Perdono Sassari, Oristano e Nuoro, guadagnano Cagliari e Olbia
ALFREDO FRANCHINI
CAGLIARI. Federalismo sempre più complicato. Mentre tra i governatori riuniti nella Conferenza delle Regioni è rissa, i dati della Commissione tecnica paritetica per l’attuazione del federalismo non lasciano dubbi: alcuni Comuni saranno penalizzati e tra questi ci sono Sassari, Nuoro e Oristano. Andrebbero a guadagnare solo Cagliari e Olbia.
Federalismo a macchia di leopardo quello che potrebbe entrare in vigore con l’anno nuovo a patto che venga approvato il decreto legislativo che mette fine ai trasferimenti statali per lasciare spazio al mix di tributi sul territorio con cui dovranno fare i conti Comuni e Province. I tributi su cui si deve fare conto sono diversi: dall’imposta di registro a quella catastale, l’Irpef fondiaria e la novità della cedolare secca sugli affitti.
In base alle proiezioni ministeriali, divulgate da un senatore del Pd, Marco Stradiotto, se le norme sul federalismo dovessero essere approvate in tempo per il 2011, in Sardegna i Comuni più penalizzati sarebbero Sassari e Nuoro. In valori assoluti Sassari rischierebbe di perdere 5,7 milioni (-18 per cento) e Nuoro, invece, subirebbe un taglio di quattro milioni che in percentuale significa meno trentasette. Si troverebbe a far fronte ai tagli anche Oristano (-2%) con una diminuzione del proprio budget pari a 180 mila euro.
La vera catastrofe finanziaria di un federalismo fatto da chi tira da una parte e chi dall’altra si abbatterebbe su tutto il Mezzogiorno: Napoli rischierebbe il tracollo perdendo 392 milioni (-61%), Palermo -185 milioni e L’Aquila scenderebbe dagli attuali 40 milioni trasferiti dallo Stato a 26. Le cose, almeno sulla carta, dovrebbero andare meglio per Olbia e Cagliari. In termini percentuali Olbia sarebbe addirittura la prima città d’Italia per incremento delle entrate: +180%. Un risultato che porterebbe nelle casse del comune di Olbia 16,2 milioni. Cresce anche Cagliari: un milione e centomila euro in più con due punti di differenza percentuale in crescita. Tra i Comuni che ci guadagnano il primo in assoluto è Milano (+169 milioni con una crescita del 34 per cento) e, in generale, tutti i centri del Nord: +40 milioni a Bologna, 51 a Brescia, 82 a Lodi, 105 a Parma, 68 a Siena.
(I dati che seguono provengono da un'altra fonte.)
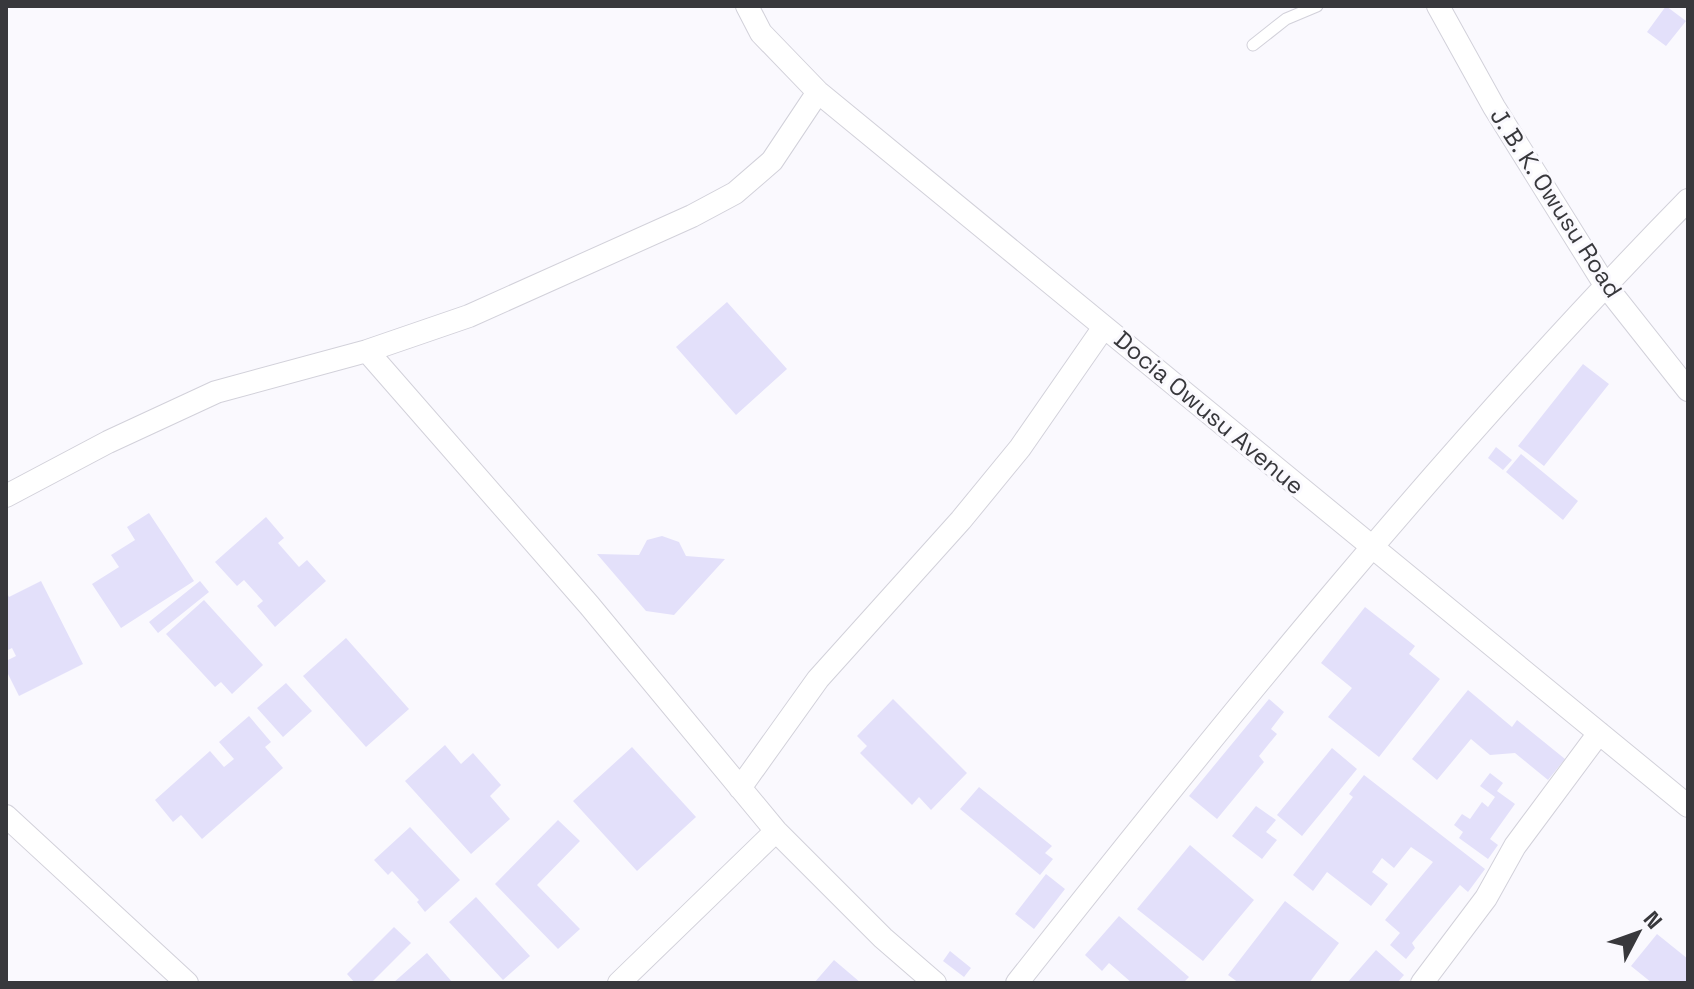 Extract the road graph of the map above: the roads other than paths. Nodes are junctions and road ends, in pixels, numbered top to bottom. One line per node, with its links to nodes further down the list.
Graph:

In questo scenario si può capire perché il presidente della Conferenza delle regioni, Vasco Errani (Pd), non riesca a mettere d’accordo i governatori. Le cronache delle ultime riunioni rivelano la guerra tra Regioni a statuto ordinario e regioni a statuto speciale. La Sardegna riceverà dalla compartecipazione circa 5,5 miliardi di euro ma ha la terribile spesa sanitaria da affrontare (poco più di tre miliardi). Per gli investimenti, è evidente che resta ben poco e che, a questo punto, la battaglia sulle entrate diventa un passaggio ineluttabile per lo sviluppo dell’isola. Si tratta di entrate certe, cioè stabilite, ma non onorate dallo Stato che ha chiesto alla Regione le norme di attuazione per procedere ai trasferimenti; norme che, secondo l’opposizione di Centrosinistra, non erano affatto necessarie. Il dato di fatto emerso dalla Conferenza delle regioni è che il federalismo è considerato da tutti in modo positivo. Ma la maggior parte dei governatori per dare il loro parere favorevole chiedono da mesi che il governo riveda almeno in parte i pesanti tagli che sono stati imposti alle amministrazioni regionali dalla manovra di luglio (-4 miliardi per il 2011 -4 miliardi e mezzo per il 2012) e chiedono la reintroduzione della fiscalizzazione del trasporto pubblico locale.
Come andrà a finire la partita dipenderà dagli emendamenti che saranno presentati (e approvati) e naturalmente dalla volontà di arrivare a un punto d’incontro tra le regioni ricche e quelle in ritardo di sviluppo. Il governo ha fatto qualche apertura sul fronte degli emendamenti proposti dalle Regioni al decreto sul federalismo regionale (sono stati accolti quasi tutti) ma rimane più duro il confronto sulle risorse. Le Regioni sperano di ottenere l’intero finanziamento del trasporto pubblico locale (intanto per il 2011) che la manovra di luglio aveva praticamente azzerato.